Task prompt: In full and exactly, please return the records, but keep out the pictures.

Records shown:
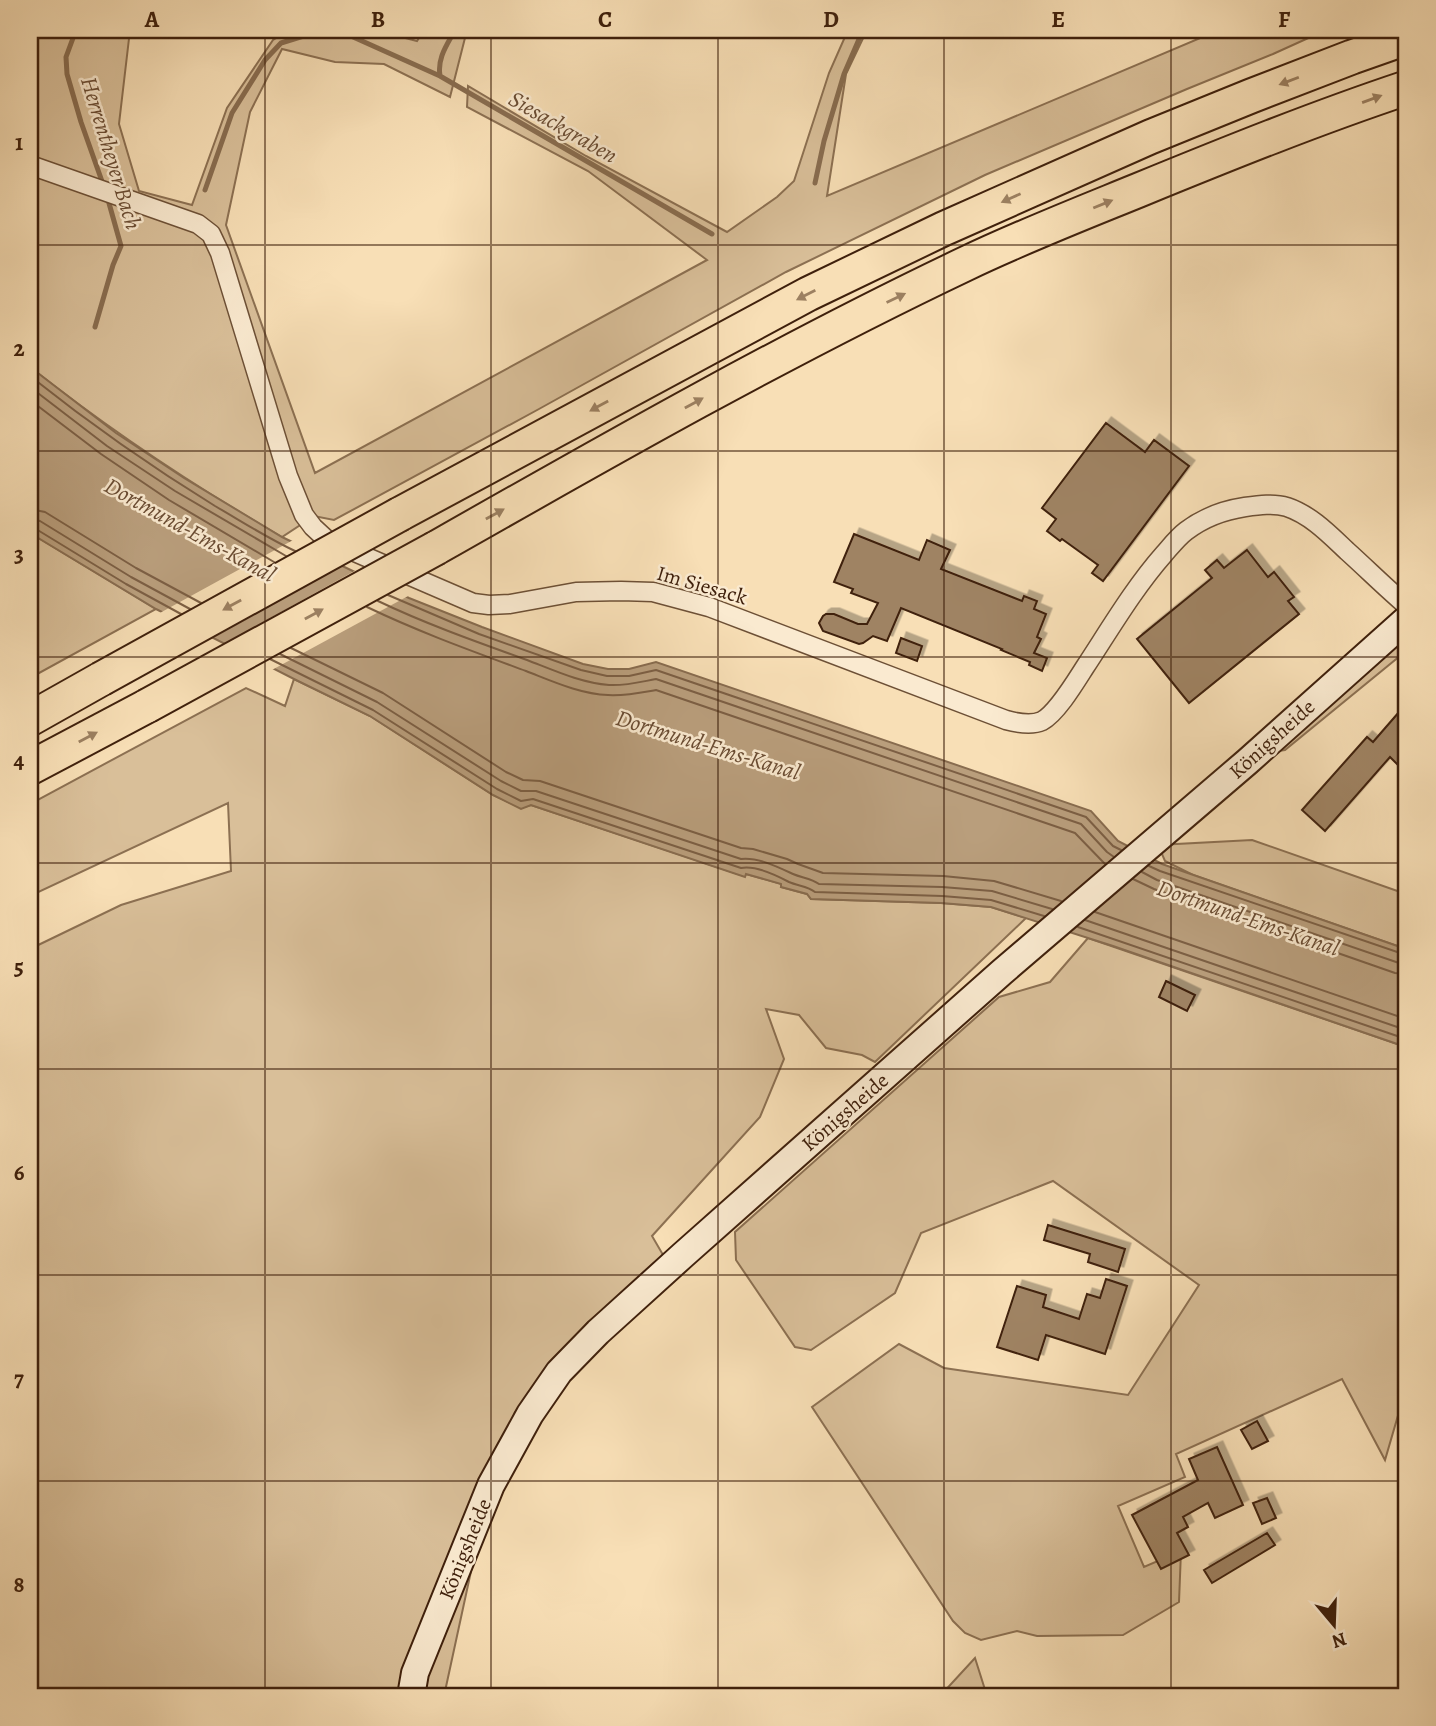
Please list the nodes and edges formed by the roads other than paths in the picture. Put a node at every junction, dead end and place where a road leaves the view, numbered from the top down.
1 (1406, 38) edge
2 (1406, 88) edge
3 (30, 165) edge
4 (1406, 605) edge
5 (1406, 620) edge
6 (30, 719) edge
7 (30, 768) edge
8 (411, 1696) edge

1 -> 6 highway, bridge
7 -> 2 highway, bridge
3 - 4 street, Im Siesack
5 - 8 main road, Königsheide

Exercise answer:
Please list the nodes and edges formed by the roads other than paths in the picture. Put a node at every junction, dead end and place where a road leaves the view, numbered from the top down.
1 (1406, 38) edge
2 (1406, 88) edge
3 (30, 165) edge
4 (1406, 605) edge
5 (1406, 620) edge
6 (30, 719) edge
7 (30, 768) edge
8 (411, 1696) edge

1 -> 6 highway, bridge
7 -> 2 highway, bridge
3 - 4 street, Im Siesack
5 - 8 main road, Königsheide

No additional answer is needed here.